● **Problem description**
Please reproduce the data exactly, excluding any pictures it contains.

● **Exercise materials**

▽

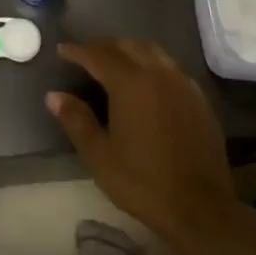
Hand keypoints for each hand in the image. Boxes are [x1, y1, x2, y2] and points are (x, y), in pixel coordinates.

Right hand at [47, 39, 237, 252]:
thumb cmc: (143, 182)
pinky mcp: (199, 100)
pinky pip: (171, 68)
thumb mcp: (99, 155)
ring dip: (130, 50)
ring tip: (114, 63)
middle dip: (104, 46)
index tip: (62, 49)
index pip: (99, 55)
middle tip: (86, 55)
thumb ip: (76, 120)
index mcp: (131, 84)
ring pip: (153, 52)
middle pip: (128, 46)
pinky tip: (147, 83)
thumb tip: (54, 95)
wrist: (201, 208)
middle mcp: (159, 74)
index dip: (78, 51)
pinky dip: (152, 64)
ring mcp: (183, 85)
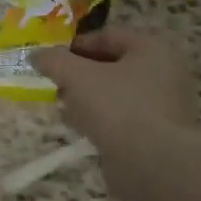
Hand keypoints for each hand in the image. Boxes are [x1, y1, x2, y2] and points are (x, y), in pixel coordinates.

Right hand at [34, 28, 198, 148]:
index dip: (76, 44)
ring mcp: (164, 105)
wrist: (153, 165)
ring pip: (117, 93)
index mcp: (152, 48)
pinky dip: (101, 118)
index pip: (109, 35)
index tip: (51, 58)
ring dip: (88, 97)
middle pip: (113, 64)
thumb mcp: (78, 77)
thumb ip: (55, 61)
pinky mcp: (158, 133)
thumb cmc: (118, 107)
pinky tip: (80, 127)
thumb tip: (36, 54)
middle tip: (55, 83)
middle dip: (80, 73)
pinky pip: (123, 117)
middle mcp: (164, 72)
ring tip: (63, 106)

△

● **The completed task**
Hand keypoints for each hand in the image. Boxes are [x1, y1, x2, y2] and points are (x, y), in pixel coordinates.

Right hand at [47, 39, 237, 252]:
thumb cmc: (143, 182)
pinky mcp: (199, 100)
pinky pip: (171, 68)
thumb mcp: (99, 155)
ring dip: (130, 50)
ring tip: (114, 63)
middle dip: (104, 46)
index tip: (62, 49)
index pip: (99, 55)
middle tip: (86, 55)
thumb ip: (76, 120)
index mcp: (131, 84)
ring pip: (153, 52)
middle pip: (128, 46)
pinky tip: (147, 83)
thumb tip: (54, 95)
wrist: (201, 208)
middle mcp: (159, 74)
index dip: (78, 51)
pinky dip: (152, 64)
ring mcp: (183, 85)
Hand keypoints for each hand in the image. Boxes are [x1, y1, x2, y2] and points are (x, y), in pixel coordinates.

Right hand at [34, 28, 198, 148]:
index dip: (76, 44)
ring mcp: (164, 105)
wrist: (153, 165)
ring pip: (117, 93)
index mcp: (152, 48)
pinky dip: (101, 118)
index pip: (109, 35)
index tip: (51, 58)
ring dip: (88, 97)
middle pip: (113, 64)
thumb mcp: (78, 77)
thumb ip: (55, 61)
pinky mcp: (158, 133)
thumb cmc: (118, 107)
pinky tip: (80, 127)
thumb tip: (36, 54)
middle tip: (55, 83)
middle dip: (80, 73)
pinky pip: (123, 117)
middle mcp: (164, 72)
ring tip: (63, 106)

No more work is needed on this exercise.